Burntside Lake

Making Connections

  • Portage Northwest, 140 rods, to Slim
  • Portage Northwest, 320 rods, to Crab


  • Fisher F-2, Bear Head Park, Eagle's Nest, East Vermilion; F-9, Cummings, Big Moose, Fourtown Lakes
  • McKenzie No. 16, Burntside Lake


Burntside Lake
Scale 1:85682
Full image approximately 8 miles square


Burntside is a very large, deep lake in the Vermilion drainage basin, 30½ miles southeast of Crane Lake and but 3 miles northwest of Ely. All of Burntside's 7139 acres lie outside of the boundaries of the BWCAW but its western shore is adjacent to the wilderness and provides access to entry points #6 to Slim Lake and #4 to Crab and Cummings. From Entry Point 6, a 140 rod portage follows the creek up to the end of a narrow arm off the southeastern shore of Slim. Off the western shore of Burntside, the mile long Crab Lake portage (320 rods) climbs steadily, gaining some 40' of elevation over the first 250 rods. The trail the turns more sharply upward, gaining another 85' in only 65 rods before dropping back 25' to the southeast end of Crab.

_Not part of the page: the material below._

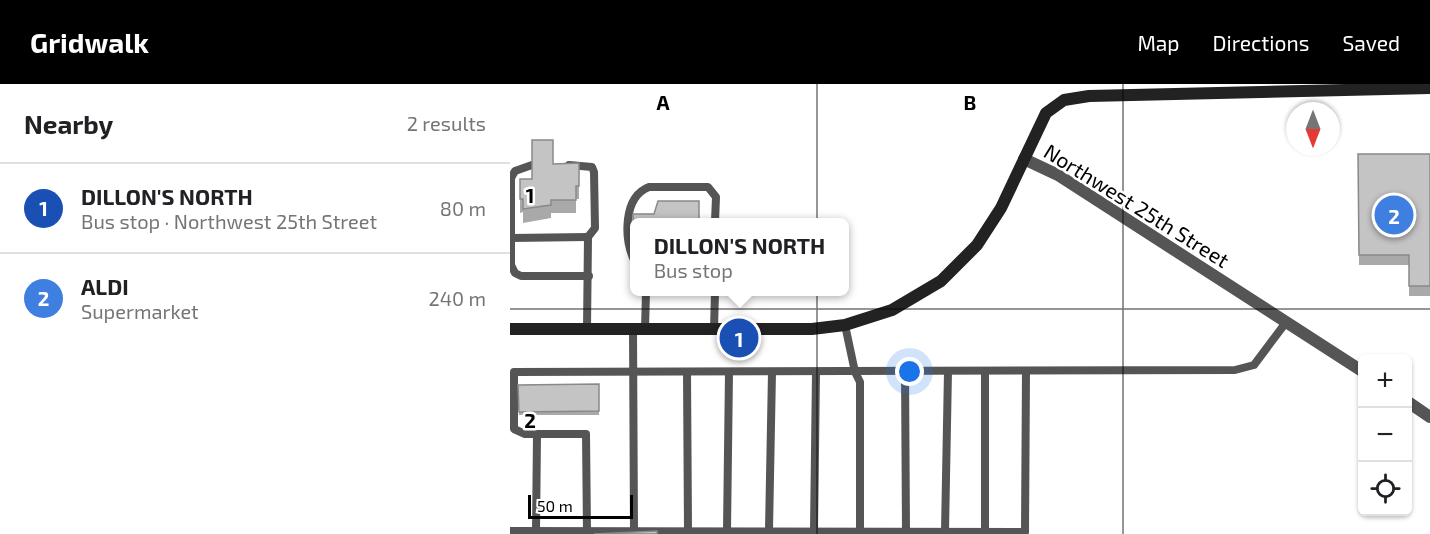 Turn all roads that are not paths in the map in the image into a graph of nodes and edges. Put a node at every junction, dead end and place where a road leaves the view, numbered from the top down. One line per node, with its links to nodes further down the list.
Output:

Burntside supports numerous established campsites along its western shore and in the North Arm.

Planning Considerations

Burntside is a terminus of the Big Lake/Burntside route, which crosses this region of the BWCAW border-to-border, from Big in the north, by way of Lapond, Big Rice, Hook, Rice, and Slim, to the North Arm of Burntside. Burntside offers two BWCAW entry points, #6 to Slim and #4 to Crab. The Slim Lake entry may be reached by gravel road along the North Arm of Burntside while the Crab Lake entry requires paddling across the big lake from one of the public access points to the portage landing on the western shore.

Burntside is included in Beymer, The Boundary Waters Canoe Area, vol. 1, The Western Region, routes 4, 5, 6, 8, 9, 10, 13, and 27.


Burntside supports populations of Bluegill (Lepomis macrochirus), Golden Shiner (Notemigonus crysoleucas), Green Sunfish (Lepomis cyanellus), Lake Trout (Salvelinus namaycush), Lake Whitefish (Coregonus clupeaformis), Northern Pike (Esox lucius), Rainbow Smelt (Osmerus mordax), Rock Bass (Ambloplites rupestris), Shorthead Redhorse (Moxostoma macrolepidotum), Smallmouth Bass (Micropterus dolomieui), Walleye (Stizostedion vitreum), White Sucker (Catostomus commersoni), and Yellow Perch (Perca flavescens). Walleye and Lake Trout were stocked in 1994 and 1996.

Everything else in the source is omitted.